Foto : tribunnews.com
Sate penyu, kuliner langka dari Yogyakarta. Sate ini terbuat dari bulus air tawar (penyu cangkang lunak).
Disajikan dengan irisan bawang merah segar merica, dan kecap manis. Daging bulus juga disajikan dalam kuah atau dalam bentuk hidangan tongseng
2. Sate Kuda

Foto : tribunnews.com
Sate daging kuda. Dikenal secara lokal dalam bahasa Jawa sebagai sate jaran, ini terbuat dari daging kuda, makanan lezat khas Yogyakarta. Disajikan dengan irisan bawang merah segar, merica, dan kecap manis.
3. Sate Ular

Foto : kompas.com
Sate Ular, makanan langka dan eksotis yang biasa ditemukan di warung makan khusus menyajikan daging reptil eksotis seperti ular dan biawak, seperti yang ditemukan di dekat stasiun kereta Gubeng di Surabaya, atau di dekat stasiun kereta Mangga Besar dan Tebet di Jakarta. Biasanya daging ular sendok (cobra) atau sanca (python). Disajikan dengan irisan bawang merah segar, acar, merica, dan kecap manis.
4. Sate Kelinci

Foto : sumeks.com
Sesuai namanya, varian sate ini berbahan dasar daging kelinci, kelezatan khas Jawa.
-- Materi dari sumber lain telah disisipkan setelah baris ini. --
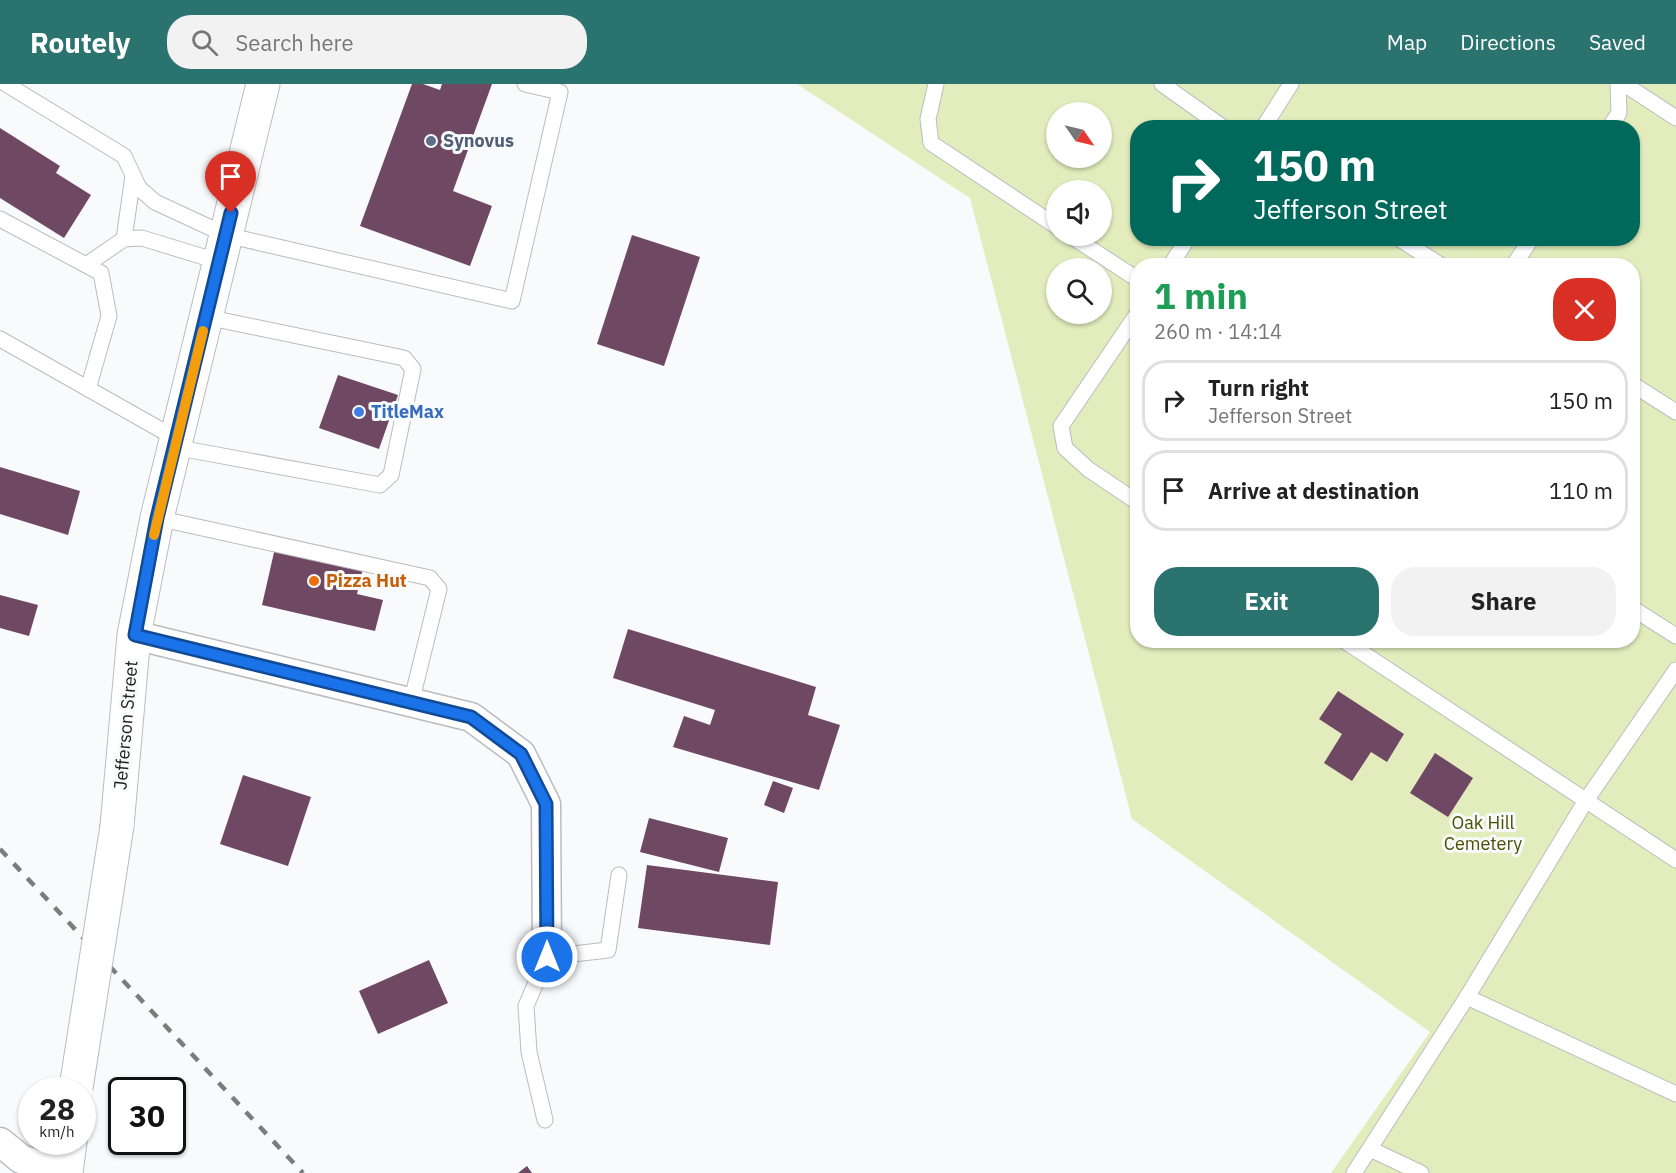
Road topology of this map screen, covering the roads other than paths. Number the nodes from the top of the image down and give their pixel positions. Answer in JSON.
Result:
{"nodes":[{"id":1,"x":6,"y":84,"type":"edge"},
{"id":2,"x":262,"y":84,"type":"edge"},
{"id":3,"x":525,"y":84,"type":"edge"},
{"id":4,"x":936,"y":84,"type":"edge"},
{"id":5,"x":1162,"y":84,"type":"edge"},
{"id":6,"x":1292,"y":84,"type":"edge"},
{"id":7,"x":1618,"y":84,"type":"edge"},
{"id":8,"x":1624,"y":84,"type":"edge"},
{"id":9,"x":1676,"y":118,"type":"edge"},
{"id":10,"x":1213,"y":120,"type":"edge"},
{"id":11,"x":1268,"y":120,"type":"edge"},
{"id":12,"x":1614,"y":120,"type":"edge"},
{"id":13,"x":133,"y":176,"type":"junction"},
{"id":14,"x":0,"y":219,"type":"edge"},
{"id":15,"x":1046,"y":219,"type":"edge"},
{"id":16,"x":124,"y":239,"type":"junction"},
{"id":17,"x":1086,"y":246,"type":"edge"},
{"id":18,"x":1411,"y":246,"type":"edge"},
{"id":19,"x":223,"y":248,"type":"junction"},
{"id":20,"x":1429,"y":258,"type":"edge"},
{"id":21,"x":86,"y":265,"type":"junction"},
{"id":22,"x":1130,"y":274,"type":"edge"},
{"id":23,"x":206,"y":317,"type":"junction"},
{"id":24,"x":1130,"y":324,"type":"edge"},
{"id":25,"x":0,"y":339,"type":"edge"},
{"id":26,"x":88,"y":389,"type":"junction"},
{"id":27,"x":1640,"y":389,"type":"edge"},
{"id":28,"x":1676,"y":412,"type":"edge"},
{"id":29,"x":176,"y":443,"type":"junction"},
{"id":30,"x":1130,"y":497,"type":"edge"},
{"id":31,"x":157,"y":518,"type":"junction"},
{"id":32,"x":1640,"y":613,"type":"edge"},
{"id":33,"x":135,"y":635,"type":"junction"},
{"id":34,"x":1676,"y":636,"type":"edge"},
{"id":35,"x":1354,"y":648,"type":"edge"},
{"id":36,"x":1676,"y":670,"type":"edge"},
{"id":37,"x":411,"y":703,"type":"junction"},
{"id":38,"x":1585,"y":802,"type":"junction"},
{"id":39,"x":1676,"y":860,"type":"edge"},
{"id":40,"x":620,"y":875,"type":"dead end"},
{"id":41,"x":547,"y":957,"type":"junction"},
{"id":42,"x":1467,"y":997,"type":"junction"},
{"id":43,"x":78,"y":1077,"type":"edge"},
{"id":44,"x":1676,"y":1094,"type":"edge"},
{"id":45,"x":545,"y":1120,"type":"dead end"},
{"id":46,"x":0,"y":1142,"type":"edge"},
{"id":47,"x":1370,"y":1149,"type":"junction"},
{"id":48,"x":69,"y":1155,"type":"edge"},
{"id":49,"x":67,"y":1173,"type":"edge"},
{"id":50,"x":1354,"y":1173,"type":"edge"},
{"id":51,"x":1421,"y":1173,"type":"edge"}],
"edges":[{"from":1,"to":13,"type":"lane"},
{"from":2,"to":19,"type":"main road","name":"Jefferson Street"},
{"from":3,"to":19,"type":"lane"},
{"from":4,"to":15,"type":"lane"},
{"from":5,"to":10,"type":"lane"},
{"from":6,"to":11,"type":"lane"},
{"from":7,"to":12,"type":"lane"},
{"from":8,"to":9,"type":"lane"},
{"from":13,"to":16,"type":"lane"},
{"from":13,"to":19,"type":"lane"},
{"from":14,"to":21,"type":"lane"},
{"from":16,"to":19,"type":"lane"},
{"from":16,"to":21,"type":"lane"},
{"from":17,"to":22,"type":"lane"},
{"from":18,"to":20,"type":"lane"},
{"from":19,"to":23,"type":"main road","name":"Jefferson Street"},
{"from":21,"to":26,"type":"lane"},
{"from":23,"to":29,"type":"main road","name":"Jefferson Street"},
{"from":23,"to":29,"type":"lane"},
{"from":24,"to":30,"type":"lane"},
{"from":25,"to":26,"type":"lane"},
{"from":26,"to":29,"type":"lane"},
{"from":27,"to":28,"type":"lane"},
{"from":29,"to":31,"type":"main road","name":"Jefferson Street"},
{"from":31,"to":33,"type":"main road","name":"Jefferson Street"},
{"from":31,"to":37,"type":"lane"},
{"from":32,"to":34,"type":"lane"},
{"from":33,"to":37,"type":"street"},
{"from":33,"to":43,"type":"main road","name":"Jefferson Street","bridge":true},
{"from":35,"to":38,"type":"lane"},
{"from":36,"to":38,"type":"lane"},
{"from":37,"to":41,"type":"street"},
{"from":38,"to":39,"type":"lane"},
{"from":38,"to":42,"type":"lane"},
{"from":40,"to":41,"type":"lane"},
{"from":41,"to":45,"type":"lane"},
{"from":42,"to":44,"type":"lane"},
{"from":42,"to":47,"type":"lane"},
{"from":46,"to":49,"type":"street"},
{"from":47,"to":50,"type":"lane"},
{"from":47,"to":51,"type":"lane"},
{"from":48,"to":49,"type":"main road"}]}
Disajikan dengan irisan bawang merah segar, sambal kacang, dan kecap manis.
Sate kelinci biasanya dapat ditemukan di kawasan wisata pegunungan di Jawa di mana penduduk setempat memelihara kelinci untuk diambil dagingnya, seperti Lembang di Jawa Barat, Kaliurang di Yogyakarta, Resor Bandungan dan Tawangmangu di Jawa Tengah, serta Telaga Sarangan di Jawa Timur.